Material provided below:

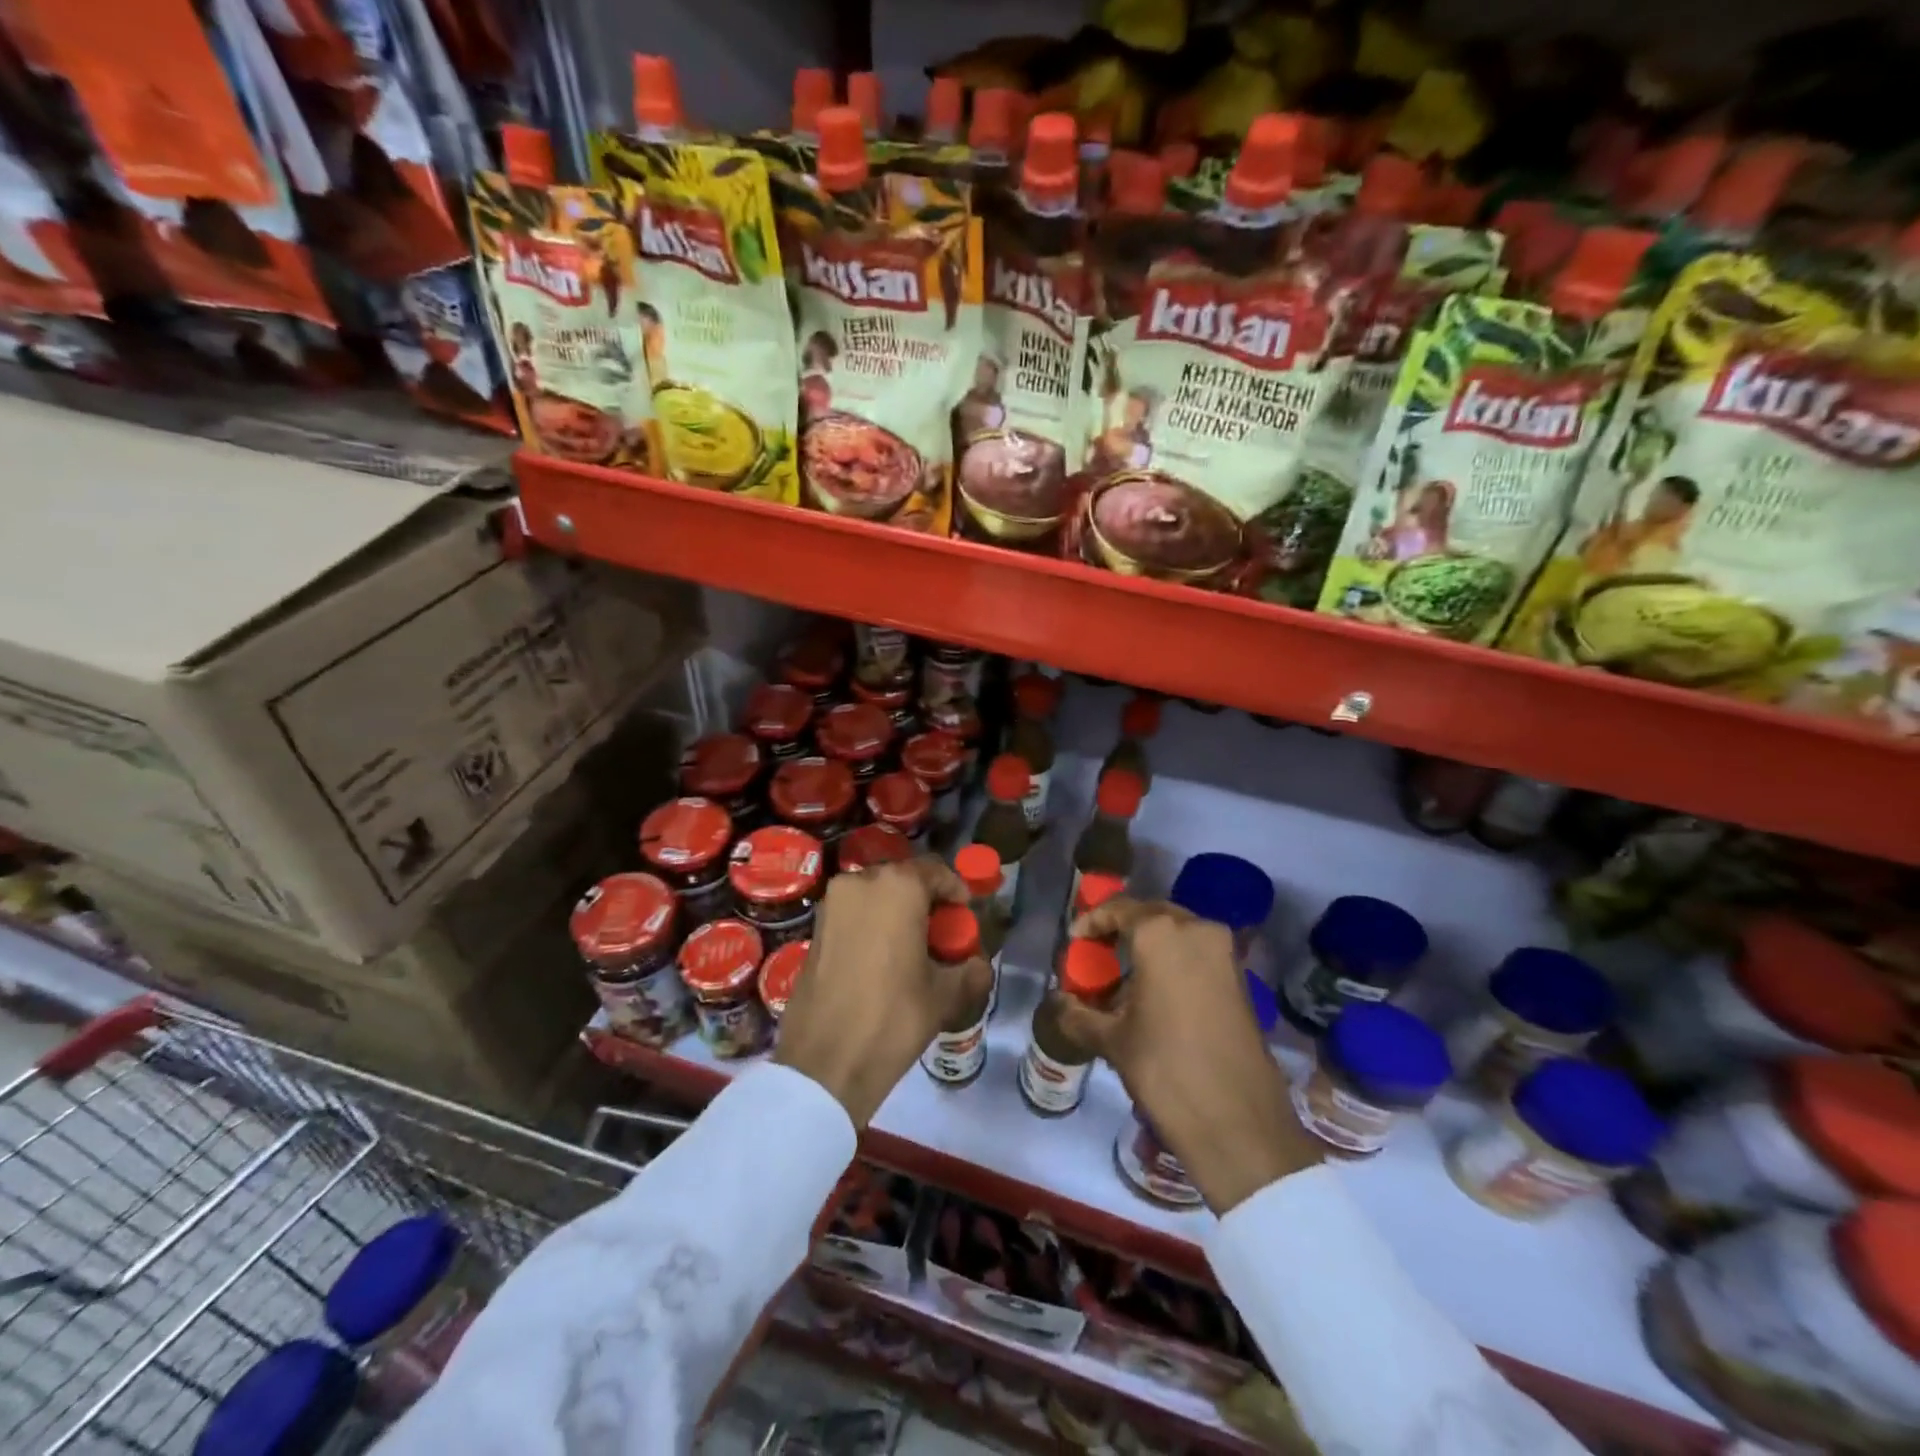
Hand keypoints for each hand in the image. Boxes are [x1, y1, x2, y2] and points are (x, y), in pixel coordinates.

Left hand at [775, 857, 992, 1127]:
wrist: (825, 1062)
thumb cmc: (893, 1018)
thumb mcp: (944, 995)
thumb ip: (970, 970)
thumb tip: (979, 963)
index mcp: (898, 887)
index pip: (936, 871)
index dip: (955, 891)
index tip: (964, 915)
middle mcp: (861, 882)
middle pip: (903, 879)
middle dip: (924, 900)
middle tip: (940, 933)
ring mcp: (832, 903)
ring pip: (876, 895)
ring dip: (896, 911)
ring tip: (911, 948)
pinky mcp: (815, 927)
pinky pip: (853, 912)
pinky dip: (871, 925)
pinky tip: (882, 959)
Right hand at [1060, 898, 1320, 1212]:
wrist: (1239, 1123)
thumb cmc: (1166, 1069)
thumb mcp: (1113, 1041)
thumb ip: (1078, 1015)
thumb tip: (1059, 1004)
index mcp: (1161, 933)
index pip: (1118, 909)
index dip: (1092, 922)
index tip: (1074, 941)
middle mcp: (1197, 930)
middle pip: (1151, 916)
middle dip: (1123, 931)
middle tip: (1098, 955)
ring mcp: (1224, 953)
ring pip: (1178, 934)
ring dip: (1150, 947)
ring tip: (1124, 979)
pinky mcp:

End of Material provided.
Material provided below:

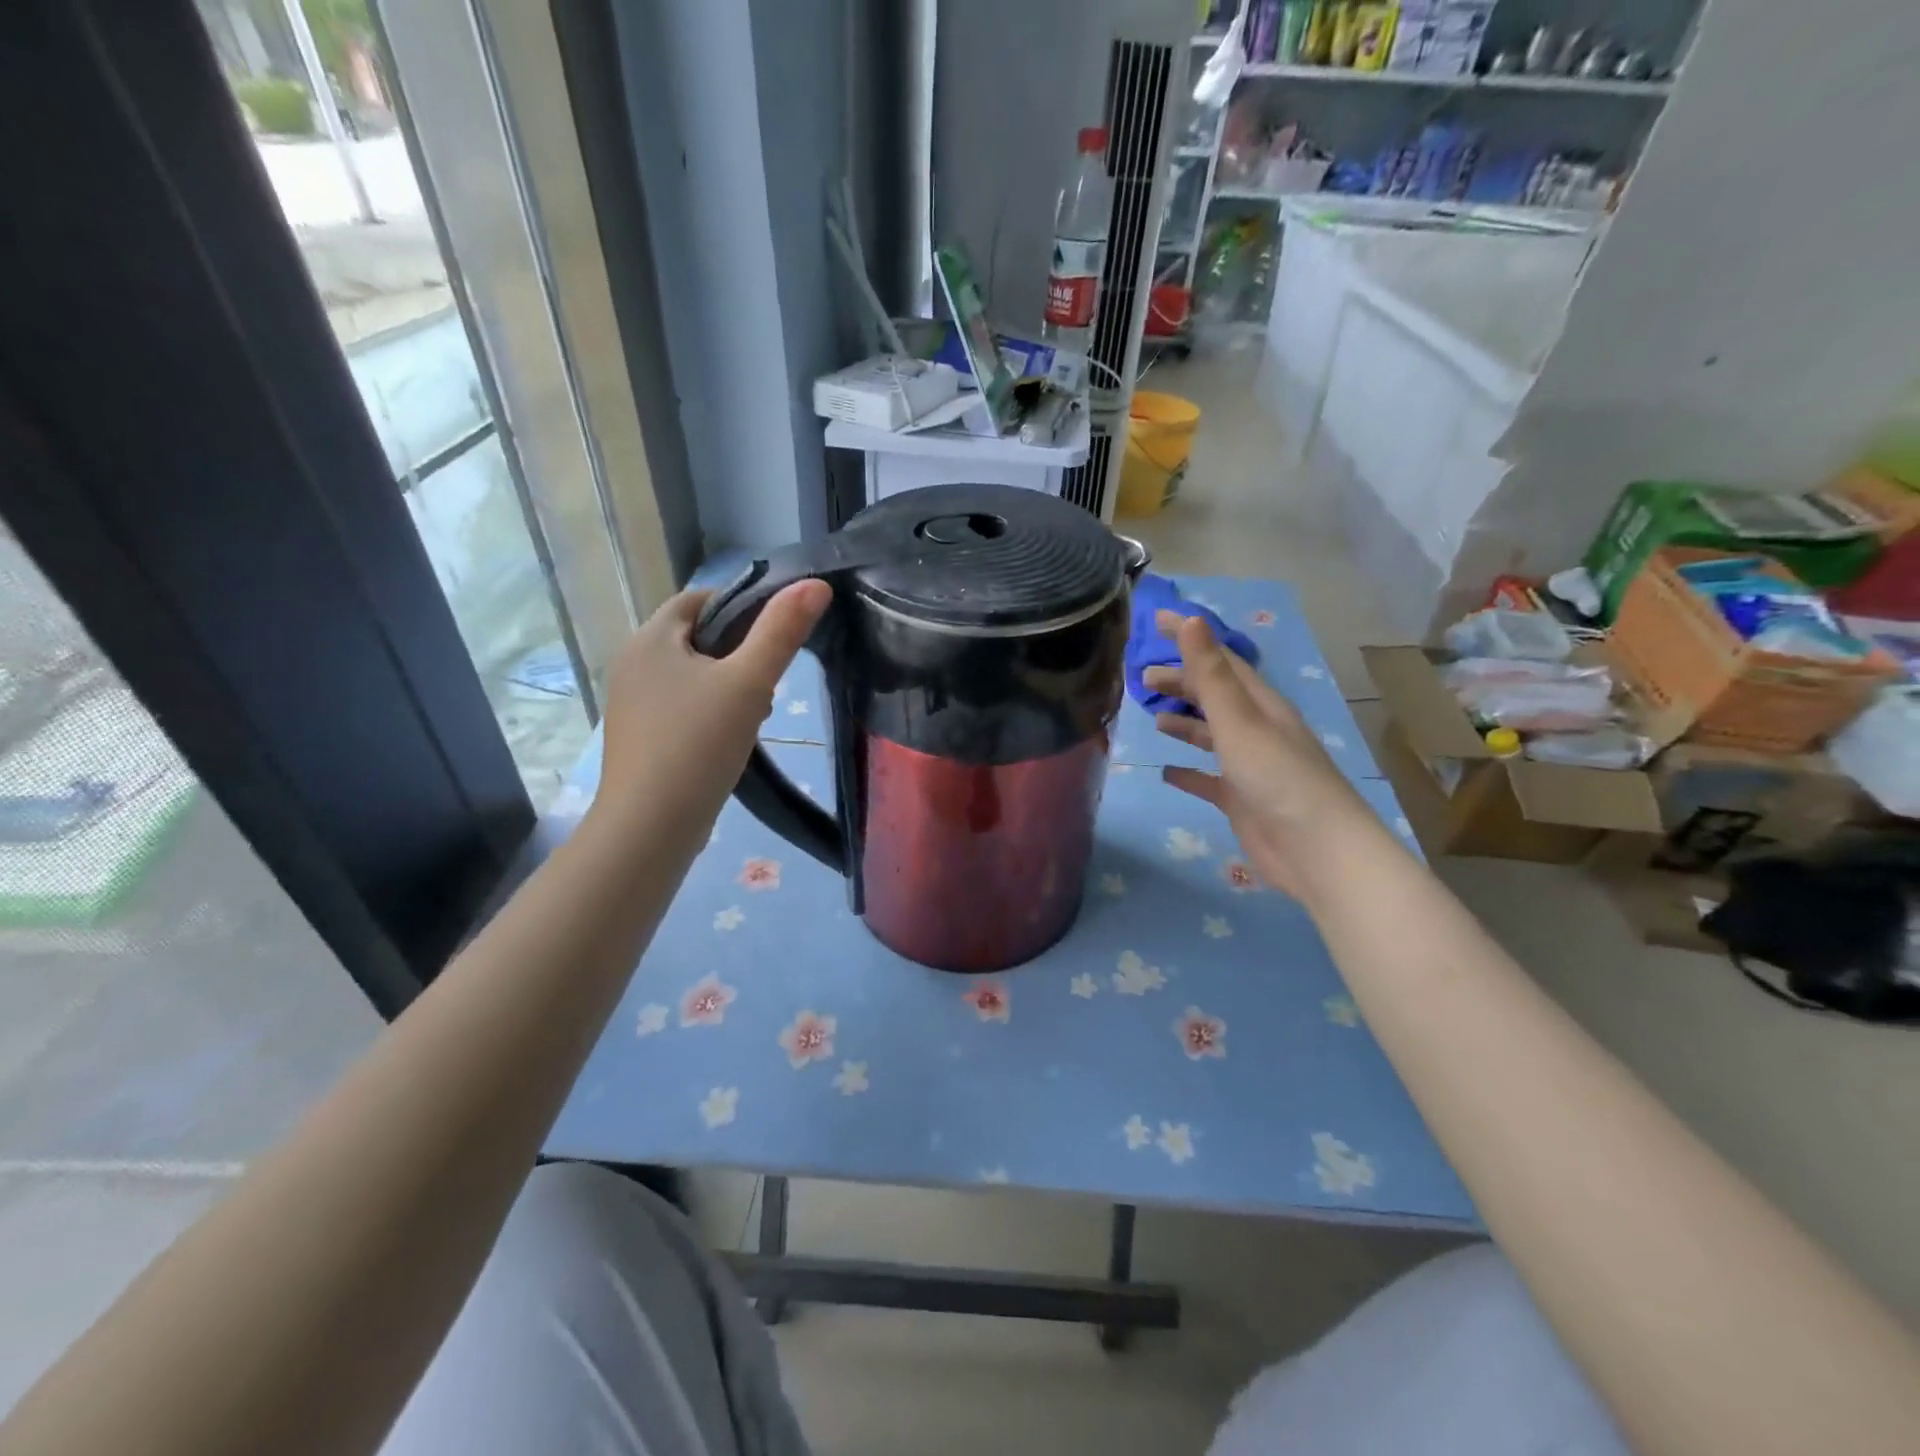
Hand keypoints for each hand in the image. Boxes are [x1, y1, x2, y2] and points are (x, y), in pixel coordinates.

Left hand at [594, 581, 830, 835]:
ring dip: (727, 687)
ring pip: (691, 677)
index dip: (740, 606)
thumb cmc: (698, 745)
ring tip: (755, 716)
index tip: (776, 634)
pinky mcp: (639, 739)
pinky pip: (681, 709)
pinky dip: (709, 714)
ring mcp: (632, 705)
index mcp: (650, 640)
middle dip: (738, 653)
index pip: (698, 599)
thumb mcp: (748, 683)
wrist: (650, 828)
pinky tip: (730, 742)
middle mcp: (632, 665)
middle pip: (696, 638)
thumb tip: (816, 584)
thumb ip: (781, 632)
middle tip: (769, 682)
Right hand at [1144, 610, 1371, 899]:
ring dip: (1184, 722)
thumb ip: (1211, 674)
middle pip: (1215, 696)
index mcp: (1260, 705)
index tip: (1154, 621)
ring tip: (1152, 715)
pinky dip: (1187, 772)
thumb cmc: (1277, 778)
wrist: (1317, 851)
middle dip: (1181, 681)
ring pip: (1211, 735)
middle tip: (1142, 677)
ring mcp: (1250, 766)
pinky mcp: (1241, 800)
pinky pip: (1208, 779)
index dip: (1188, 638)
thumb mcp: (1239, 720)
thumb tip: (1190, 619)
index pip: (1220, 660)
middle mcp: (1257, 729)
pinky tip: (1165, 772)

End of Material provided.

From the entries above, give again exactly the lines running from the line with "middle mcp: (632, 665)" to the line with "wrist: (1317, 851)"; include both of those lines.

__Task answer__.
middle mcp: (632, 665)
middle pip: (696, 638)
thumb tip: (816, 584)
thumb ip: (781, 632)
middle tip: (769, 682)
Right hand at [1144, 610, 1371, 899]:
ring dip: (1184, 722)
thumb ip: (1211, 674)
middle pip: (1215, 696)
index mcp: (1260, 705)
index tip: (1154, 621)
ring tip: (1152, 715)
pinky dip: (1187, 772)
thumb cmc: (1277, 778)
wrist: (1317, 851)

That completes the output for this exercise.